Hi,
how does function the Firewall Ruleset Optimization command? Follow the man of set ruleset-optimizan from pf.conf:
basic --> Enable basic ruleset optimization. This is the default behaviour. Basic ruleset optimization does four things to improve the performance of ruleset evaluations:
1. remove duplicate rules
2. remove rules that are a subset of another rule
3. combine multiple rules into a table when advantageous
4. reorder the rules to improve evaluation performance
none --> Disable the ruleset optimizer.
profile --> Uses the currently loaded ruleset as a feedback profile to tailor the ordering of quick rules to actual network traffic.
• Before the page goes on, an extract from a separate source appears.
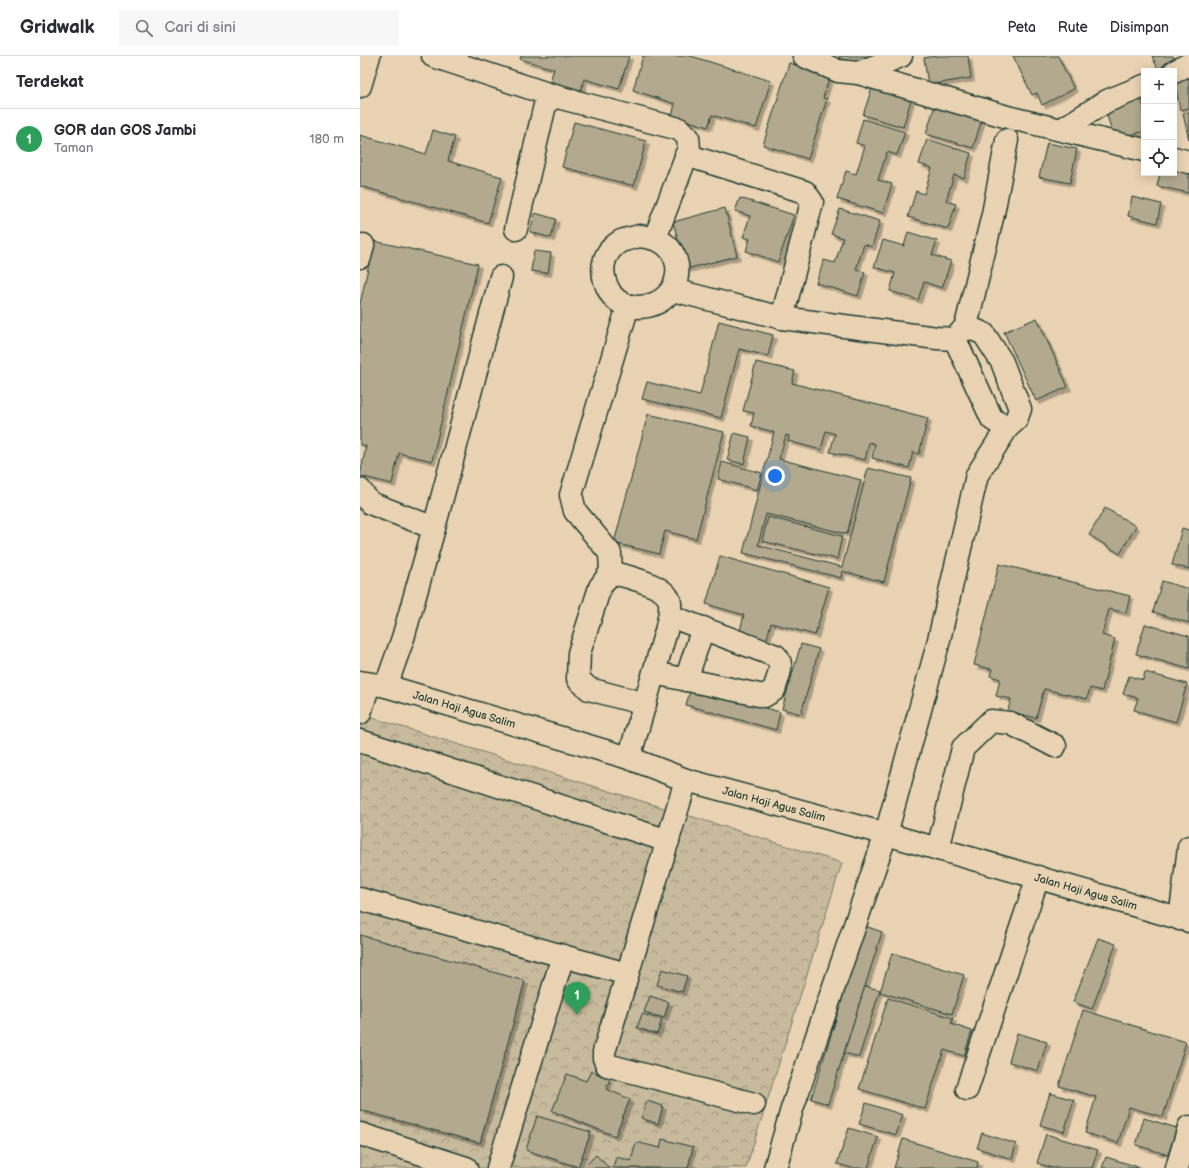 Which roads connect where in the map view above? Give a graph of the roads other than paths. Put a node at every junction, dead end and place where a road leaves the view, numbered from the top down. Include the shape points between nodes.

It is important to note that the ruleset optimizer will modify the ruleset to improve performance. A side effect of the ruleset modification is that per-rule accounting statistics will have different meanings than before. If per-rule accounting is important for billing purposes or whatnot, either the ruleset optimizer should not be used or a label field should be added to all of the accounting rules to act as optimization barriers.
Optimization can also be set as a command-line argument to pfctl, overriding the settings in pf.conf.
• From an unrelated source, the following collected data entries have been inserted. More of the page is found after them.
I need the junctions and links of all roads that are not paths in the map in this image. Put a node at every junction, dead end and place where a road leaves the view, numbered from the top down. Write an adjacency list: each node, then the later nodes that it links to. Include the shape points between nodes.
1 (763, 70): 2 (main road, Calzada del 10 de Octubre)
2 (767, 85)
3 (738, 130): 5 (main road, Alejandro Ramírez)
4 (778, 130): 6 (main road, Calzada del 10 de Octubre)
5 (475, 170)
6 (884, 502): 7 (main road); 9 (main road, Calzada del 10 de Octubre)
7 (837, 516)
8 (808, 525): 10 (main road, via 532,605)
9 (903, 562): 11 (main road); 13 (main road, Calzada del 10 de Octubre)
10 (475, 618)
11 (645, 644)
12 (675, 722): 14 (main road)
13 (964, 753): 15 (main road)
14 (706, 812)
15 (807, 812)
I try to clone some rules in LAN ruleset and in Firewall --> Advanced Settings --> Miscellaneous, the basic Firewall Rules Optimization is set. When I reload all fw services, the ruleset is the same. Why?
Thanks in advance.
Antonio
Hi Antonio,
There was an informative thread very recently about this topic.
Cheers,
Franco
PS: https://forum.opnsense.org/index.php?topic=18964.0
Thanks a lot Franco!
Someone could tell me if is there an equivalent pf.conf file for OPNSense? Is it /tmp/rules.debug?
Yes, that file is the generated pf file which afterwards is loaded into the kernel.
Thank you very much. I have another question:
The number of rules in /tmp/rules.debug (starting from antispoof lof for <interface>) is grather than the number of rules obtained through pfctl -s rules. Why?
I'm just considering the default ruleset.